UNIX> bin/page-numbers-4 11
First digit   =          1
Digits        =          2
Middle number =         10
Remainder     =          1
Answer: 1 4 1 1 1 1 1 1 1 1
UNIX> bin/page-numbers-4 19
First digit   =          1
Digits        =          2
Middle number =         10
Remainder     =          9
Answer: 1 12 2 2 2 2 2 2 2 2
UNIX> bin/page-numbers-4 999 | tail -n 1
Answer: 189 300 300 300 300 300 300 300 300 300
UNIX> bin/page-numbers-4 999 | wc
     397    1397   10740
UNIX> 
Looks like we have to memoize. This turns out to be really easy, because getCounts() only returns its answer in one place after the base case.
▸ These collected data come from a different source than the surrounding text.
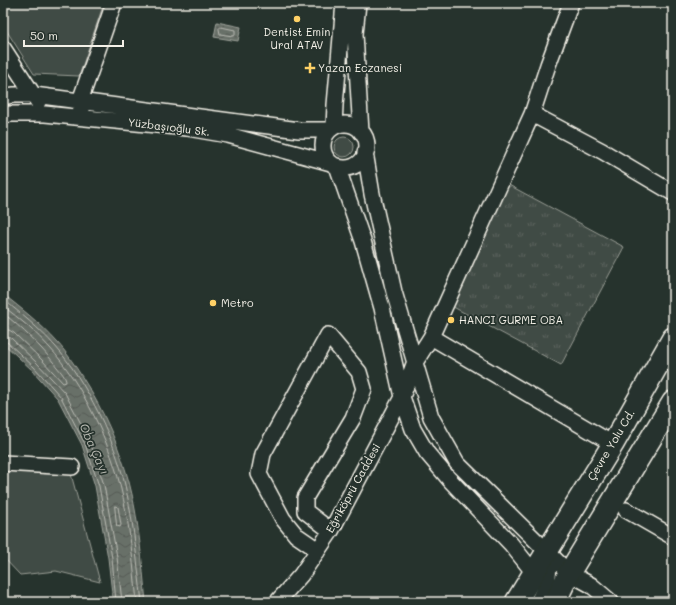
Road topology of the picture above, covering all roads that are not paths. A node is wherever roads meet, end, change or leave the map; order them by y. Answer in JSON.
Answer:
{"nodes":[{"id":1,"x":114,"y":3,"type":"edge"},
{"id":2,"x":344,"y":3,"type":"edge"},
{"id":3,"x":358,"y":3,"type":"edge"},
{"id":4,"x":571,"y":3,"type":"edge"},
{"id":5,"x":3,"y":48,"type":"edge"},
{"id":6,"x":34,"y":95,"type":"junction"},
{"id":7,"x":3,"y":97,"type":"edge"},
{"id":8,"x":80,"y":101,"type":"junction"},
{"id":9,"x":45,"y":114,"type":"junction"},
{"id":10,"x":532,"y":114,"type":"junction"},
{"id":11,"x":3,"y":115,"type":"edge"},
{"id":12,"x":83,"y":117,"type":"junction"},
{"id":13,"x":332,"y":128,"type":"junction"},
{"id":14,"x":361,"y":132,"type":"junction"},
{"id":15,"x":366,"y":152,"type":"junction"},
{"id":16,"x":334,"y":165,"type":"junction"},
{"id":17,"x":673,"y":193,"type":"edge"},
{"id":18,"x":431,"y":337,"type":"junction"},
{"id":19,"x":673,"y":338,"type":"edge"},
{"id":20,"x":414,"y":364,"type":"junction"},
{"id":21,"x":402,"y":397,"type":"junction"},
{"id":22,"x":673,"y":402,"type":"edge"},
{"id":23,"x":613,"y":444,"type":"junction"},
{"id":24,"x":3,"y":463,"type":"edge"},
{"id":25,"x":72,"y":466,"type":"dead end"},
{"id":26,"x":626,"y":510,"type":"dead end"},
{"id":27,"x":330,"y":531,"type":"junction"},
{"id":28,"x":673,"y":537,"type":"edge"},
{"id":29,"x":316,"y":552,"type":"junction"},
{"id":30,"x":547,"y":552,"type":"junction"},
{"id":31,"x":569,"y":573,"type":"junction"},
{"id":32,"x":548,"y":594,"type":"edge"},
{"id":33,"x":277,"y":602,"type":"edge"},
{"id":34,"x":516,"y":602,"type":"edge"},
{"id":35,"x":611,"y":602,"type":"edge"}],
"edges":[{"from":1,"to":8,"type":"street"},
{"from":2,"to":13,"type":"street"},
{"from":3,"to":14,"type":"street"},
{"from":4,"to":10,"type":"street","name":"Eğriköprü Caddesi"},
{"from":5,"to":6,"type":"street"},
{"from":6,"to":7,"type":"street","name":"Yüzbaşıoğlu Sk."},
{"from":6,"to":8,"type":"street","name":"Yüzbaşıoğlu Sk."},
{"from":6,"to":9,"type":"street"},
{"from":8,"to":12,"type":"street"},
{"from":8,"to":13,"type":"street","name":"Yüzbaşıoğlu Sk."},
{"from":9,"to":11,"type":"street","name":"Yüzbaşıoğlu Sk."},
{"from":9,"to":12,"type":"street","name":"Yüzbaşıoğlu Sk."},
{"from":10,"to":17,"type":"street"},
{"from":10,"to":18,"type":"street","name":"Eğriköprü Caddesi"},
{"from":12,"to":16,"type":"street","name":"Yüzbaşıoğlu Sk."},
{"from":13,"to":14,"type":"street"},
{"from":13,"to":16,"type":"street"},
{"from":14,"to":15,"type":"street"},
{"from":15,"to":16,"type":"street"},
{"from":15,"to":20,"type":"street"},
{"from":16,"to":21,"type":"street"},
{"from":18,"to":20,"type":"street","name":"Eğriköprü Caddesi"},
{"from":18,"to":23,"type":"street"},
{"from":19,"to":23,"type":"highway","name":"Çevre Yolu Cd."},
{"from":20,"to":21,"type":"street","name":"Eğriköprü Caddesi"},
{"from":20,"to":30,"type":"street"},
{"from":21,"to":27,"type":"street","name":"Eğriköprü Caddesi"},
{"from":21,"to":32,"type":"street"},
{"from":22,"to":31,"type":"highway"},
{"from":23,"to":30,"type":"highway","name":"Çevre Yolu Cd."},
{"from":24,"to":25,"type":"street"},
{"from":26,"to":28,"type":"street"},
{"from":27,"to":29,"type":"street","name":"Eğriköprü Caddesi"},
{"from":27,"to":29,"type":"street"},
{"from":29,"to":33,"type":"street","name":"Eğriköprü Caddesi"},
{"from":30,"to":31,"type":"street"},
{"from":30,"to":32,"type":"highway","name":"Çevre Yolu Cd."},
{"from":31,"to":32,"type":"highway"},
{"from":31,"to":35,"type":"street"},
{"from":32,"to":34,"type":"highway"}]}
The final code is in src/page-numbers-5.cpp:

/* Add a cache to PageNumbers */

class PageNumbers {
  public:
   vector <int> getCounts(int N);
   map < int, vector <int> > Cache;    
};

vector <int> PageNumbers::getCounts(int N)
{
  [... Variable declarations]

  /* Base case -- when N is a single-digit number. */

  if (N < 10) {
    rv.resize(10, 0);
    for (i = 1; i <= N; i++) rv[i] = 1;
    return rv;
  }

  /* Get the answer from the Cache if it's there. */

  if (Cache.find(N) != Cache.end()) return Cache[N];

  [... The rest of the code]

  /* Insert the answer into the cache before returning. */

  Cache[N] = rv;

  return rv;
}
}

UNIX> bin/page-numbers-5 11
First digit   =          1
Digits        =          2
Middle number =         10
Remainder     =          1
Answer: 1 4 1 1 1 1 1 1 1 1
UNIX> bin/page-numbers-5 19
First digit   =          1
Digits        =          2
Middle number =         10
Remainder     =          9
Answer: 1 12 2 2 2 2 2 2 2 2
UNIX> bin/page-numbers-5 999 | tail -n 1
Answer: 189 300 300 300 300 300 300 300 300 300
UNIX> bin/page-numbers-5 999 | wc
      73     263    1992
UNIX> bin/page-numbers-5 543212345 | tail -n 1
Answer: 429904664 541008121 540917467 540117067 533117017 473117011 429904664 429904664 429904664 429904664
UNIX> bin/page-numbers-5 543212345 | wc
     301    1061    8208
UNIX> 

What's the running time complexity?

Well, your first set of recursive calls are always going to be to numbers of the form d99999... With N capped at 1,000,000,000, there are only 99 of those. The second set of recursive calls is going to be restricted to suffixes of N. For example, when N is 3658, then you will make recursive calls to 658, 58 and 8. So, it looks like there will be only 110 or so entries in the cache. That's pretty efficient!